Saved data entries

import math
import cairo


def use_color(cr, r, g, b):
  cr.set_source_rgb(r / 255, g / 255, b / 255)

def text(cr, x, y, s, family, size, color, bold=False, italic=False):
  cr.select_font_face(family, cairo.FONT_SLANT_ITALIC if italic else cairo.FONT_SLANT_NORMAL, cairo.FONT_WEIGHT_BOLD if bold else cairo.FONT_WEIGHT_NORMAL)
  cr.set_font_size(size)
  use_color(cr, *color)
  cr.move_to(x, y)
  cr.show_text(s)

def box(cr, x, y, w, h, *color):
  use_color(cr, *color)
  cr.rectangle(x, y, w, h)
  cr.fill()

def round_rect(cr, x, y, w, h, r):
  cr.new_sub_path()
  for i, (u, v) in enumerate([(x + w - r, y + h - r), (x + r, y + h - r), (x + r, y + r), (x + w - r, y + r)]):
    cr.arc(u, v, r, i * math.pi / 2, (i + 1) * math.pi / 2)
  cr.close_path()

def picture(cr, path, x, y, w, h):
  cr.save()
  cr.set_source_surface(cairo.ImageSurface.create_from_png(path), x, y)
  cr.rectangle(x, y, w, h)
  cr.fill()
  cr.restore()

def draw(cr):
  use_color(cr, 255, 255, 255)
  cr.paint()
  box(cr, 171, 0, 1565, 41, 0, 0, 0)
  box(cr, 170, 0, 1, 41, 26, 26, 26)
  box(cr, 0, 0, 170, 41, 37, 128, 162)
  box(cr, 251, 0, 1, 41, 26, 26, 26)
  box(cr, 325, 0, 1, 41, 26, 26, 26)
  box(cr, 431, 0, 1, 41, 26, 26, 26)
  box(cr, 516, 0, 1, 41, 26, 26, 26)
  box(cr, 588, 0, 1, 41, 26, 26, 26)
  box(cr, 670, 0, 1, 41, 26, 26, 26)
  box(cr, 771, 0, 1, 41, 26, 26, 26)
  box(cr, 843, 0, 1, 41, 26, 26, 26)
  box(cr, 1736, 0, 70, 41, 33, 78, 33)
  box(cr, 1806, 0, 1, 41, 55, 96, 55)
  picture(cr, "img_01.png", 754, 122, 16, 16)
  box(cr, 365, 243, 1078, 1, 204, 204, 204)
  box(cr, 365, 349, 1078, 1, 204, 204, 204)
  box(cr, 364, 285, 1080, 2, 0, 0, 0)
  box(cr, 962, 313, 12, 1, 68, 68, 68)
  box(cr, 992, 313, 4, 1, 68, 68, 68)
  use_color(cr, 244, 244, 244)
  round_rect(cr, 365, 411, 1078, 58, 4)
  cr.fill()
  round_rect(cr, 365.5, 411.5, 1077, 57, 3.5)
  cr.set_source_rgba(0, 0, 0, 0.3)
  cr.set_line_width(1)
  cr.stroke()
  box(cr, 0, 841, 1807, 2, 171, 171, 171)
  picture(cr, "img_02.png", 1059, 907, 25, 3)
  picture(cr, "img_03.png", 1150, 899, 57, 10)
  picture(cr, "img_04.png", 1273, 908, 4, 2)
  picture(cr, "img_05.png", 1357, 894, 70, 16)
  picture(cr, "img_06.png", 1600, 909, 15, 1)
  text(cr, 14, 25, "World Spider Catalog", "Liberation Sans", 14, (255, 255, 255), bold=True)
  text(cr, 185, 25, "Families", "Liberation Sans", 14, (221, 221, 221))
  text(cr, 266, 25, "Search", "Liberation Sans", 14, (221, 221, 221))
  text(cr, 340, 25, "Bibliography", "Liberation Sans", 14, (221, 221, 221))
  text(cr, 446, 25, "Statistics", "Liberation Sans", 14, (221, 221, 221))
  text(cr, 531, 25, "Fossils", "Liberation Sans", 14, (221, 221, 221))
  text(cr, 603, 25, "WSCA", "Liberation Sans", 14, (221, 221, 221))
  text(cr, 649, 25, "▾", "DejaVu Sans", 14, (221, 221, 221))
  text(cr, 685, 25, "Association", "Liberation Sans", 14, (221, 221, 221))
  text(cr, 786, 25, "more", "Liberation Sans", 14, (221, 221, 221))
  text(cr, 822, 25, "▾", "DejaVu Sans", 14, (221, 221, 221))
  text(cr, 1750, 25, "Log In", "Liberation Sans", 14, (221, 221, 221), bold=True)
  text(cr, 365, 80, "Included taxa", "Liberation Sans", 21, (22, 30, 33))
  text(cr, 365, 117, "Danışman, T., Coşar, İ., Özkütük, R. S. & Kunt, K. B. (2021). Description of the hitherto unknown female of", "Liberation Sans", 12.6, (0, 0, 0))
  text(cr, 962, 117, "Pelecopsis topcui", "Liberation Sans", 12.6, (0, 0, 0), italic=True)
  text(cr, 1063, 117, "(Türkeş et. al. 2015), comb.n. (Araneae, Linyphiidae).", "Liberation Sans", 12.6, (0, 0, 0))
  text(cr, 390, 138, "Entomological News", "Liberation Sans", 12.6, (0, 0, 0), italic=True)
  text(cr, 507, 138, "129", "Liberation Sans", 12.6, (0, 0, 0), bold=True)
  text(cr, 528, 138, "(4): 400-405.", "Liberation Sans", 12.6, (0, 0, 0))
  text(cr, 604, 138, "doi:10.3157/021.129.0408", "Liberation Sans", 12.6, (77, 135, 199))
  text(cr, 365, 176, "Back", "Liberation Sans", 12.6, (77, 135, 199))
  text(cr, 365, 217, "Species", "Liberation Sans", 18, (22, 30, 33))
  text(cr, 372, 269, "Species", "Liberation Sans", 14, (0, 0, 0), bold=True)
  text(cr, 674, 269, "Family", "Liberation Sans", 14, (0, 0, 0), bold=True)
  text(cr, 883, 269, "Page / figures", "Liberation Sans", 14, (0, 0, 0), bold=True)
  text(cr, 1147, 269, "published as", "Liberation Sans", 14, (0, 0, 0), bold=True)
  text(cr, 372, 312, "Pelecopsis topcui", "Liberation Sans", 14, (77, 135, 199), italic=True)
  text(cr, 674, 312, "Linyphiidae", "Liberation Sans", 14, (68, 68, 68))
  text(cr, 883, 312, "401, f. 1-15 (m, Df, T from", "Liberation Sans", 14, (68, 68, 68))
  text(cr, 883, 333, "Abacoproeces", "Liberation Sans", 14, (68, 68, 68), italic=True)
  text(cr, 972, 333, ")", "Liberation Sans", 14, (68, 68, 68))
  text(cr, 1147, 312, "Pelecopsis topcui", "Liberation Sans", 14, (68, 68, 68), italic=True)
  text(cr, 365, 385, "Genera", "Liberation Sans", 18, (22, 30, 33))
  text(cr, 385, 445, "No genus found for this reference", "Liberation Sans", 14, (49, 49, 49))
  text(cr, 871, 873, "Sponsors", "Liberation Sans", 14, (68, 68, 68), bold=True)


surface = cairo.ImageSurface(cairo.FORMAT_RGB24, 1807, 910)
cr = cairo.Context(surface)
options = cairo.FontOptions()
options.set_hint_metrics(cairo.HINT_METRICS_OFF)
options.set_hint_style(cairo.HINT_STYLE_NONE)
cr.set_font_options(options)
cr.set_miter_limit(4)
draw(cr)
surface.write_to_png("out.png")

▶ [PROBLEM TO WORK ON]:
Up to and including the line with "cr.restore()", write out the records above exactly, starting from their first line.

▶ [RESPONSE BOX]:
import math
import cairo


def use_color(cr, r, g, b):
  cr.set_source_rgb(r / 255, g / 255, b / 255)

def text(cr, x, y, s, family, size, color, bold=False, italic=False):
  cr.select_font_face(family, cairo.FONT_SLANT_ITALIC if italic else cairo.FONT_SLANT_NORMAL, cairo.FONT_WEIGHT_BOLD if bold else cairo.FONT_WEIGHT_NORMAL)
  cr.set_font_size(size)
  use_color(cr, *color)
  cr.move_to(x, y)
  cr.show_text(s)

def box(cr, x, y, w, h, *color):
  use_color(cr, *color)
  cr.rectangle(x, y, w, h)
  cr.fill()

def round_rect(cr, x, y, w, h, r):
  cr.new_sub_path()
  for i, (u, v) in enumerate([(x + w - r, y + h - r), (x + r, y + h - r), (x + r, y + r), (x + w - r, y + r)]):
    cr.arc(u, v, r, i * math.pi / 2, (i + 1) * math.pi / 2)
  cr.close_path()

def picture(cr, path, x, y, w, h):
  cr.save()
  cr.set_source_surface(cairo.ImageSurface.create_from_png(path), x, y)
  cr.rectangle(x, y, w, h)
  cr.fill()
  cr.restore()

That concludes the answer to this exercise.